# Изыкаться



## hirohisayama

Изыкался весь


Hello Everyone,


I have a great problem with an expression "Изыкался весь" from Akunin's Azazel(Chapter 12), since I am a beginning Russian reader.  I cannot look up in all of my dictionaries  an infitive form of this verb and am at a loss, making neither head nor tail!  Also I am not sure of the use of "весь":


 Ты плащ-то накинь и на, из фляги хлебни. Изыкался весь.


Could you show me the infinitive form of the verb, and explain the expression to me?


Thank you.  
                Hirohisayama


----------



## Soroka

"*Из-**(изо-*, *изъ-*, *ис-*). Образует глаголы со значением предельной полноты, исчерпанности действия: _избить_ (сильно побить), _исписать_ (весь карандаш). В некоторых случаях глаголы с _из-_ (_ис-_) приобретают лишь грамматическое значение совершенного вида: _печь — испечь_, _пугать — испугать_, _тратить — истратить_."

http://polyidioms.narod.ru/index/glagolnye_pristavki/0-205


----------



## Rosett

Изыкался - see Икать. Tired up by икота (caused by cold temperatures, supposedly.)
"Весь" stands for the entire human body, whacked and exhausted by frequent hiccups (икота).


----------



## hirohisayama

Dear Soroka and Rosett

Thank you so much for your help and good answers!

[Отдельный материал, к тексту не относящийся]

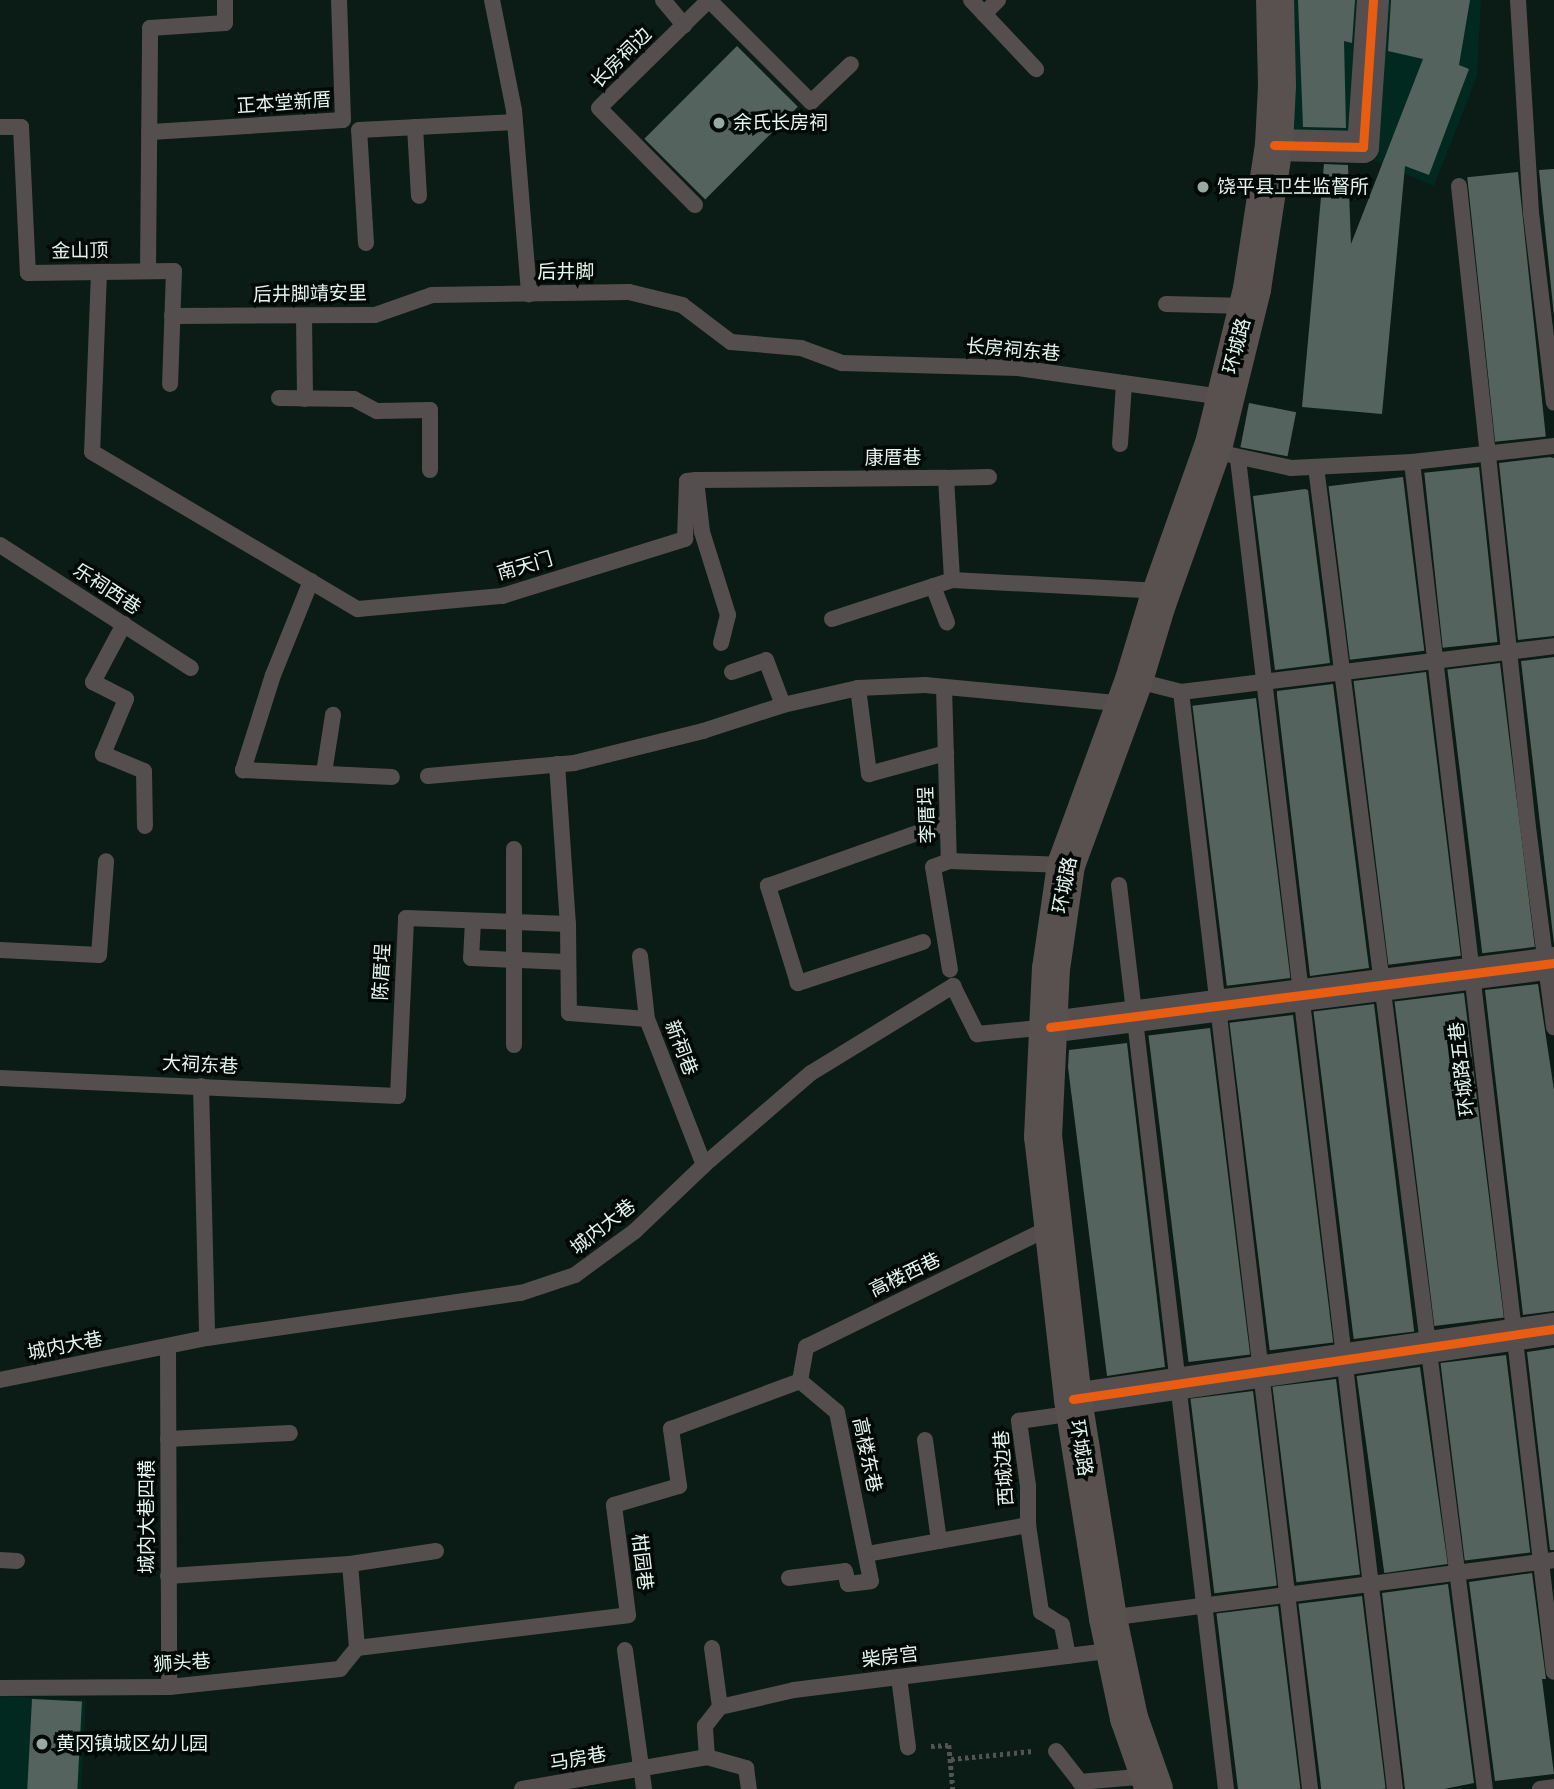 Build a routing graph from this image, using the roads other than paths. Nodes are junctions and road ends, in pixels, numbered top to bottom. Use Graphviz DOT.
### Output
graph roads {
  1 [pos="225,0"];
  2 [pos="340,0"];
  3 [pos="492,0"];
  4 [pos="663,0"];
  5 [pos="709,0"];
  6 [pos="971,0"];
  7 [pos="998,0"];
  8 [pos="1275,0"];
  9 [pos="1373,0"];
  10 [pos="1518,0"];
  11 [pos="984,14"];
  12 [pos="684,25"];
  13 [pos="851,64"];
  14 [pos="1036,69"];
  15 [pos="515,122"];
  16 [pos="0,127"];
  17 [pos="415,127"];
  18 [pos="151,132"];
  19 [pos="1274,145"];
  20 [pos="1459,186"];
  21 [pos="419,196"];
  22 [pos="695,205"];
  23 [pos="366,243"];
  24 [pos="148,271"];
  25 [pos="99,272"];
  26 [pos="529,294"];
  27 [pos="1166,304"];
  28 [pos="1247,306"];
  29 [pos="172,316"];
  30 [pos="304,316"];
  31 [pos="801,348"];
  32 [pos="1124,383"];
  33 [pos="170,384"];
  34 [pos="1223,397"];
  35 [pos="279,398"];
  36 [pos="305,399"];
  37 [pos="1554,403"];
  38 [pos="1120,444"];
  39 [pos="1554,446"];
  40 [pos="1226,452"];
  41 [pos="1412,462"];
  42 [pos="1317,467"];
  43 [pos="430,470"];
  44 [pos="989,477"];
  45 [pos="946,478"];
  46 [pos="696,480"];
  47 [pos="0,545"];
  48 [pos="952,580"];
  49 [pos="311,581"];
  50 [pos="933,586"];
  51 [pos="1162,591"];
  52 [pos="832,619"];
  53 [pos="947,622"];
  54 [pos="124,624"];
  55 [pos="721,643"];
  56 [pos="1554,646"];
  57 [pos="191,668"];
  58 [pos="732,672"];
  59 [pos="944,687"];
  60 [pos="858,688"];
  61 [pos="1130,692"];
  62 [pos="1181,692"];
  63 [pos="783,705"];
  64 [pos="333,715"];
  65 [pos="946,753"];
  66 [pos="556,764"];
  67 [pos="324,773"];
  68 [pos="428,776"];
  69 [pos="392,777"];
  70 [pos="948,821"];
  71 [pos="145,826"];
  72 [pos="514,849"];
  73 [pos="106,861"];
  74 [pos="949,861"];
  75 [pos="1066,865"];
  76 [pos="1119,884"];
  77 [pos="473,921"];
  78 [pos="516,922"];
  79 [pos="568,924"];
  80 [pos="923,942"];
  81 [pos="0,950"];
  82 [pos="639,956"];
  83 [pos="516,959"];
  84 [pos="567,962"];
  85 [pos="1554,963"];
  86 [pos="950,970"];
  87 [pos="647,1019"];
  88 [pos="1050,1027"];
  89 [pos="1554,1027"];
  90 [pos="514,1045"];
  91 [pos="0,1078"];
  92 [pos="201,1086"];
  93 [pos="398,1096"];
  94 [pos="704,1166"];
  95 [pos="1054,1226"];
  96 [pos="1554,1329"];
  97 [pos="207,1338"];
  98 [pos="168,1347"];
  99 [pos="0,1380"];
  100 [pos="800,1381"];
  101 [pos="1074,1406"];
  102 [pos="290,1433"];
  103 [pos="168,1439"];
  104 [pos="925,1440"];
  105 [pos="1028,1525"];
  106 [pos="939,1541"];
  107 [pos="436,1551"];
  108 [pos="867,1554"];
  109 [pos="0,1560"];
  110 [pos="1554,1560"];
  111 [pos="17,1561"];
  112 [pos="350,1564"];
  113 [pos="168,1576"];
  114 [pos="789,1578"];
  115 [pos="1111,1634"];
  116 [pos="357,1648"];
  117 [pos="712,1648"];
  118 [pos="625,1650"];
  119 [pos="1068,1656"];
  120 [pos="1554,1672"];
  121 [pos="899,1677"];
  122 [pos="169,1687"];
  123 [pos="0,1688"];
  124 [pos="720,1707"];
  125 [pos="908,1748"];
  126 [pos="1048,1751"];
  127 [pos="707,1757"];
  128 [pos="641,1769"];
  129 [pos="1151,1783"];
  130 [pos="1554,1787"];
  131 [pos="522,1789"];
  132 [pos="644,1789"];
  133 [pos="749,1789"];
  134 [pos="1226,1789"];
  135 [pos="1310,1789"];
  136 [pos="1395,1789"];
  137 [pos="1485,1789"];
  138 [pos="1539,1789"];
  1 -- 18 [label="lane"];
  2 -- 18 [label="lane, 正本堂新厝"];
  3 -- 15 [label="lane, 后井脚"];
  4 -- 12 [label="lane"];
  5 -- 12 [label="lane, 长房祠边"];
  5 -- 13 [label="lane, 长房祠边"];
  6 -- 11 [label="lane"];
  7 -- 11 [label="lane"];
  8 -- 19 [label="main road, 环城路"];
  9 -- 19 [label="street"];
  10 -- 37 [label="lane"];
  11 -- 14 [label="lane"];
  12 -- 22 [label="lane, 长房祠边"];
  15 -- 17 [label="lane"];
  15 -- 26 [label="lane, 后井脚"];
  16 -- 25 [label="lane, 金山顶"];
  17 -- 21 [label="lane"];
  17 -- 23 [label="lane"];
  18 -- 24 [label="lane"];
  19 -- 28 [label="main road, 环城路"];
  20 -- 89 [label="lane"];
  24 -- 25 [label="lane, 金山顶"];
  24 -- 29 [label="lane, 金山顶"];
  25 -- 49 [label="lane, 南天门"];
  26 -- 30 [label="lane, 后井脚靖安里"];
  26 -- 31 [label="lane, 后井脚"];
  27 -- 28 [label="lane"];
  28 -- 34 [label="main road, 环城路"];
  29 -- 30 [label="lane, 后井脚靖安里"];
  29 -- 33 [label="lane"];
  30 -- 36 [label="lane"];
  31 -- 32 [label="lane, 长房祠东巷"];
  32 -- 34 [label="lane, 长房祠东巷"];
  32 -- 38 [label="lane"];
  34 -- 40 [label="main road, 环城路"];
  35 -- 36 [label="lane"];
  36 -- 43 [label="lane"];
  39 -- 41 [label="lane"];
  40 -- 42 [label="lane"];
  40 -- 51 [label="main road, 环城路"];
  40 -- 136 [label="lane"];
  41 -- 42 [label="lane"];
  41 -- 120 [label="lane, 环城路五巷"];
  42 -- 137 [label="lane"];
  44 -- 45 [label="lane"];
  45 -- 46 [label="lane, 康厝巷"];
  45 -- 48 [label="lane, 康厝巷"];
  46 -- 49 [label="lane, 南天门"];
  46 -- 55 [label="lane"];
  47 -- 54 [label="lane, 乐祠西巷"];
  48 -- 50 [label="lane"];
  48 -- 51 [label="lane"];
  49 -- 67 [label="lane"];
  50 -- 52 [label="lane"];
  50 -- 53 [label="lane"];
  51 -- 61 [label="main road, 环城路"];
  54 -- 57 [label="lane, 乐祠西巷"];
  54 -- 71 [label="lane"];
  56 -- 62 [label="lane"];
  58 -- 63 [label="lane"];
  59 -- 60 [label="lane"];
  59 -- 61 [label="lane"];
  59 -- 65 [label="lane, 李厝埕"];
  60 -- 63 [label="lane"];
  60 -- 65 [label="lane"];
  61 -- 62 [label="lane"];
  61 -- 75 [label="main road, 环城路"];
  62 -- 135 [label="lane"];
  63 -- 66 [label="lane"];
  64 -- 67 [label="lane"];
  65 -- 70 [label="lane, 李厝埕"];
  66 -- 68 [label="lane"];
  66 -- 79 [label="lane"];
  67 -- 69 [label="lane"];
  70 -- 74 [label="lane, 李厝埕"];
  70 -- 80 [label="lane"];
  72 -- 78 [label="lane"];
  73 -- 81 [label="lane"];
  74 -- 75 [label="lane"];
  74 -- 86 [label="lane, 李厝埕"];
  75 -- 88 [label="main road, 环城路"];
  76 -- 134 [label="lane"];
  77 -- 78 [label="lane, 陈厝埕"];
  77 -- 83 [label="lane"];
  77 -- 93 [label="lane, 陈厝埕"];
  78 -- 79 [label="lane, 陈厝埕"];
  78 -- 83 [label="lane"];
  79 -- 84 [label="lane"];
  82 -- 87 [label="lane"];
  83 -- 84 [label="lane"];
  83 -- 90 [label="lane"];
  84 -- 87 [label="lane, 新祠巷"];
  85 -- 88 [label="street"];
  87 -- 94 [label="lane, 新祠巷"];
  88 -- 94 [label="lane, 城内大巷"];
  88 -- 95 [label="main road, 环城路"];
  91 -- 92 [label="lane, 大祠东巷"];
  92 -- 93 [label="lane, 大祠东巷"];
  92 -- 97 [label="lane"];
  94 -- 97 [label="lane, 城内大巷"];
  95 -- 100 [label="lane, 高楼西巷"];
  95 -- 101 [label="main road, 环城路"];
  96 -- 101 [label="street"];
  97 -- 98 [label="lane, 城内大巷"];
  98 -- 99 [label="lane, 城内大巷"];
  98 -- 103 [label="lane, 城内大巷四横"];
  100 -- 108 [label="lane, 高楼东巷"];
  100 -- 116 [label="lane, 柑园巷"];
  101 -- 105 [label="lane, 西城边巷"];
  101 -- 115 [label="main road, 环城路"];
  102 -- 103 [label="lane"];
  103 -- 113 [label="lane, 城内大巷四横"];
  104 -- 106 [label="lane"];
  105 -- 106 [label="lane"];
  105 -- 119 [label="lane"];
  106 -- 108 [label="lane"];
  107 -- 112 [label="lane"];
  108 -- 114 [label="lane, 高楼东巷"];
  109 -- 111 [label="lane"];
  110 -- 115 [label="lane, 柴房宫"];
  112 -- 113 [label="lane"];
  112 -- 116 [label="lane"];
  113 -- 122 [label="lane, 城内大巷四横"];
  115 -- 119 [label="lane, 柴房宫"];
  115 -- 129 [label="main road, 环城路"];
  116 -- 122 [label="lane, 狮头巷"];
  117 -- 124 [label="lane"];
  118 -- 128 [label="lane"];
  119 -- 121 [label="lane, 柴房宫"];
  121 -- 124 [label="lane, 柴房宫"];
  121 -- 125 [label="lane"];
  122 -- 123 [label="lane, 狮头巷"];
  124 -- 127 [label="lane"];
  126 -- 129 [label="lane"];
  127 -- 128 [label="lane, 马房巷"];
  127 -- 133 [label="lane"];
  128 -- 131 [label="lane, 马房巷"];
  128 -- 132 [label="lane"];
  130 -- 138 [label="lane"];
}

I understand the meaning and form now!  I should study Russian harder from now on.

Hirohisayama


----------



## igusarov

hirohisayama said:


> Изыкался весь
> [...]
> I cannot look up in all of my dictionaries  an infitive form of this verb [...]


Hello Hirohisayama,
General rule is that if a prefix which ends with a consonant is appended to a word which starts with "и", then that "и" is changed to "ы".
So, if you see an unknown word where some familiar prefix is followed by "ы", then you have good chances of finding similar words in the dictionary if you just drop the prefix ans look up the root word as if it started with "и".


----------



## Enquiring Mind

> Also I am not sure of the use of "весь":


 You write that you are a beginner, hirohisayama, so just in case it's not obvious, весь here refers back to Ты, who is a man, and is the subject of the sentence, so it has to be весь. It has to agree in gender, case and number with the word it is referring to - весь (masculine nominative singular)/вся (feminine nominative singular)/всё (neuter nominative singular)

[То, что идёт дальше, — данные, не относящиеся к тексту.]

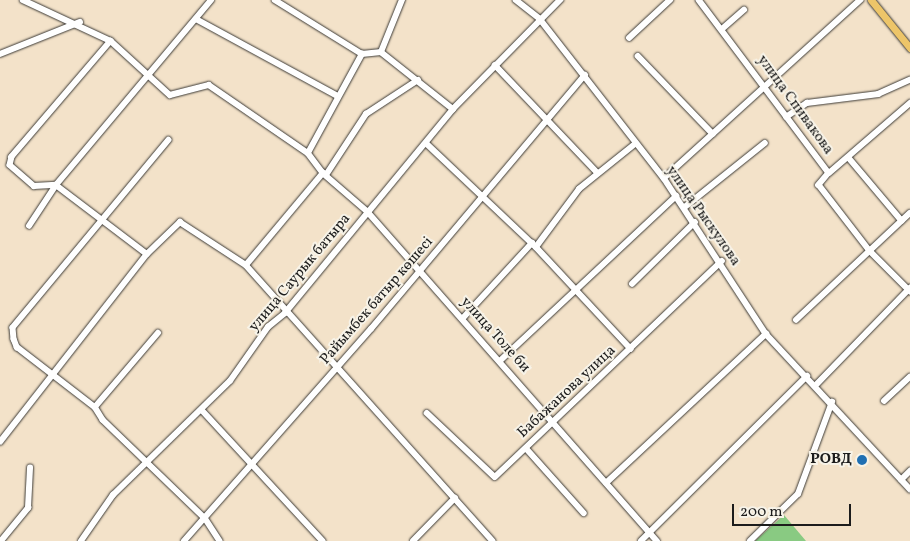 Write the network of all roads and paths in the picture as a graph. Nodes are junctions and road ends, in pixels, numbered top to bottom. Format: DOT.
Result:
graph roads {
  1 [pos="24,0"];
  2 [pos="211,0"];
  3 [pos="275,0"];
  4 [pos="402,0"];
  5 [pos="516,0"];
  6 [pos="560,0"];
  7 [pos="670,0"];
  8 [pos="700,0"];
  9 [pos="860,0"];
  10 [pos="871,0"];
  11 [pos="744,10"];
  12 [pos="196,19"];
  13 [pos="540,19"];
  14 [pos="80,22"];
  15 [pos="722,29"];
  16 [pos="629,38"];
  17 [pos="111,41"];
  18 [pos="910,48"];
  19 [pos="382,52"];
  20 [pos="0,54"];
  21 [pos="362,54"];
  22 [pos="638,56"];
  23 [pos="495,65"];
  24 [pos="585,75"];
  25 [pos="150,76"];
  26 [pos="418,80"];
  27 [pos="910,80"];
  28 [pos="765,86"];
  29 [pos="338,96"];
  30 [pos="910,103"];
  31 [pos="453,109"];
  32 [pos="549,117"];
  33 [pos="786,117"];
  34 [pos="713,134"];
  35 [pos="169,140"];
  36 [pos="426,142"];
  37 [pos="765,143"];
  38 [pos="635,144"];
  39 [pos="308,153"];
  40 [pos="849,158"];
  41 [pos="597,172"];
  42 [pos="829,173"];
  43 [pos="325,174"];
  44 [pos="664,178"];
  45 [pos="56,185"];
  46 [pos="676,196"];
  47 [pos="483,197"];
  48 [pos="684,208"];
  49 [pos="368,212"];
  50 [pos="910,213"];
  51 [pos="102,220"];
  52 [pos="902,221"];
  53 [pos="695,222"];
  54 [pos="29,226"];
  55 [pos="534,245"];
  56 [pos="870,251"];
  57 [pos="147,254"];
  58 [pos="722,261"];
  59 [pos="246,265"];
  60 [pos="420,272"];
  61 [pos="632,284"];
  62 [pos="575,290"];
  63 [pos="910,290"];
  64 [pos="285,314"];
  65 [pos="463,318"];
  66 [pos="796,320"];
  67 [pos="158,333"];
  68 [pos="766,334"];
  69 [pos="631,349"];
  70 [pos="501,360"];
  71 [pos="337,367"];
  72 [pos="51,373"];
  73 [pos="807,376"];
  74 [pos="910,377"];
  75 [pos="817,384"];
  76 [pos="884,401"];
  77 [pos="832,402"];
  78 [pos="95,407"];
  79 [pos="202,410"];
  80 [pos="427,413"];
  81 [pos="555,420"];
  82 [pos="0,442"];
  83 [pos="526,448"];
  84 [pos="254,462"];
  85 [pos="149,464"];
  86 [pos="30,468"];
  87 [pos="910,471"];
  88 [pos="901,480"];
  89 [pos="606,482"];
  90 [pos="910,490"];
  91 [pos="455,498"];
  92 [pos="584,513"];
  93 [pos="204,518"];
  94 [pos="650,534"];
  95 [pos="1,541"];
  96 [pos="81,541"];
  97 [pos="184,541"];
  98 [pos="220,541"];
  99 [pos="323,541"];
  100 [pos="413,541"];
  101 [pos="493,541"];
  102 [pos="641,541"];
  103 [pos="657,541"];
  104 [pos="750,541"];
  1 -- 14 [label="street"];
  2 -- 12 [label="street"];
  3 -- 21 [label="street"];
  4 -- 19 [label="street"];
  5 -- 13 [label="street, улица Рыскулова"];
  6 -- 13 [label="street, улица Саурык батыра"];
  7 -- 16 [label="street"];
  8 -- 15 [label="street, улица Спивакова"];
  9 -- 28 [label="street"];
  10 -- 18 [label="main road"];
  11 -- 15 [label="street"];
  12 -- 25 [label="street"];
  12 -- 29 [label="street"];
  13 -- 23 [label="street, улица Саурык батыра"];
  13 -- 24 [label="street, улица Рыскулова"];
  14 -- 17 [label="street"];
  14 -- 20 [label="street"];
  15 -- 28 [label="street, улица Спивакова"];
  17 -- 25 [label="street"];
  17 -- 45 [label="street"];
  19 -- 21 [label="street"];
  19 -- 26 [label="street"];
  21 -- 29 [label="street"];
  22 -- 34 [label="street"];
  23 -- 31 [label="street, улица Саурык батыра"];
  23 -- 32 [label="street"];
  24 -- 32 [label="street, Райымбек батыр көшесі"];
  24 -- 38 [label="street, улица Рыскулова"];
  25 -- 39 [label="street, улица Толе би"];
  25 -- 45 [label="street"];
  26 -- 31 [label="street"];
  26 -- 43 [label="street"];
  27 -- 33 [label="street"];
  28 -- 33 [label="street, улица Спивакова"];
  28 -- 34 [label="street"];
  29 -- 39 [label="street"];
  30 -- 40 [label="street"];
  31 -- 36 [label="street, улица Саурык батыра"];
  32 -- 41 [label="street"];
  32 -- 47 [label="street, Райымбек батыр көшесі"];
  33 -- 42 [label="street, улица Спивакова"];
  34 -- 44 [label="street"];
  35 -- 51 [label="street"];
  36 -- 47 [label="street"];
  36 -- 49 [label="street, улица Саурык батыра"];
  37 -- 48 [label="street"];
  38 -- 41 [label="street"];
  38 -- 44 [label="street, улица Рыскулова"];
  39 -- 43 [label="street, улица Толе би"];
  40 -- 42 [label="street"];
  40 -- 52 [label="street"];
  41 -- 55 [label="street"];
  42 -- 56 [label="street, улица Спивакова"];
  43 -- 49 [label="street, улица Толе би"];
  43 -- 59 [label="street"];
  44 -- 46 [label="street, улица Рыскулова"];
  45 -- 51 [label="street"];
  45 -- 54 [label="street"];
  46 -- 48 [label="street, улица Рыскулова"];
  46 -- 62 [label="street"];
  47 -- 55 [label="street"];
  47 -- 60 [label="street, Райымбек батыр көшесі"];
  48 -- 53 [label="street, улица Рыскулова"];
  49 -- 60 [label="street, улица Толе би"];
  49 -- 64 [label="street, улица Саурык батыра"];
  50 -- 52 [label="street"];
  51 -- 57 [label="street"];
  51 -- 72 [label="street"];
  52 -- 56 [label="street"];
  53 -- 58 [label="street, улица Рыскулова"];
  53 -- 61 [label="street"];
  55 -- 62 [label="street"];
  55 -- 65 [label="street"];
  56 -- 63 [label="street, улица Спивакова"];
  56 -- 66 [label="street"];
  57 -- 59 [label="street"];
  57 -- 72 [label="street"];
  58 -- 68 [label="street, улица Рыскулова"];
  58 -- 69 [label="street, Бабажанова улица"];
  59 -- 64 [label="street"];
  60 -- 65 [label="street, улица Толе би"];
  60 -- 71 [label="street, Райымбек батыр көшесі"];
  62 -- 69 [label="street"];
  62 -- 70 [label="street"];
  63 -- 75 [label="street"];
  64 -- 71 [label="street"];
  64 -- 79 [label="street, улица Саурык батыра"];
  65 -- 70 [label="street, улица Толе би"];
  67 -- 78 [label="street"];
  68 -- 73 [label="street, улица Рыскулова"];
  68 -- 89 [label="street"];
  69 -- 81 [label="street, Бабажанова улица"];
  70 -- 81 [label="street, улица Толе би"];
  71 -- 84 [label="street, Райымбек батыр көшесі"];
  71 -- 91 [label="street"];
  72 -- 78 [label="street"];
  72 -- 82 [label="street"];
  73 -- 75 [label="street, улица Рыскулова"];
  73 -- 94 [label="street"];
  74 -- 76 [label="street"];
  75 -- 77 [label="street, улица Рыскулова"];
  77 -- 88 [label="street, улица Рыскулова"];
  77 -- 104 [label="street"];
  78 -- 85 [label="street"];
  79 -- 84 [label="street"];
  79 -- 85 [label="street, улица Саурык батыра"];
  80 -- 83 [label="street, Бабажанова улица"];
  81 -- 83 [label="street, Бабажанова улица"];
  81 -- 89 [label="street, улица Толе би"];
  83 -- 92 [label="street"];
  84 -- 93 [label="street, Райымбек батыр көшесі"];
  84 -- 99 [label="street"];
  85 -- 93 [label="street"];
  85 -- 96 [label="street, улица Саурык батыра"];
  86 -- 95 [label="street"];
  87 -- 88 [label="street"];
  88 -- 90 [label="street, улица Рыскулова"];
  89 -- 94 [label="street, улица Толе би"];
  91 -- 100 [label="street"];
  91 -- 101 [label="street"];
  93 -- 97 [label="street, Райымбек батыр көшесі"];
  93 -- 98 [label="street"];
  94 -- 102 [label="street"];
  94 -- 103 [label="street, улица Толе би"];
}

In another example here from a play by Maxim Gorky (_Дети солнца_), the subject of the sentence is a young woman (девушка) who has completely tormented herself. She is the subject of the sentence (nominative), but obviously she is feminine so here you have to say вся (not весь). 
_​"*Антоновна*. Хохол. Где он?
__*Вагин*. Ушел домой…
*Антоновна*. Только и знает: придти, чаю попить да уйти… А девушка – истомилась вся… ночей не спит…"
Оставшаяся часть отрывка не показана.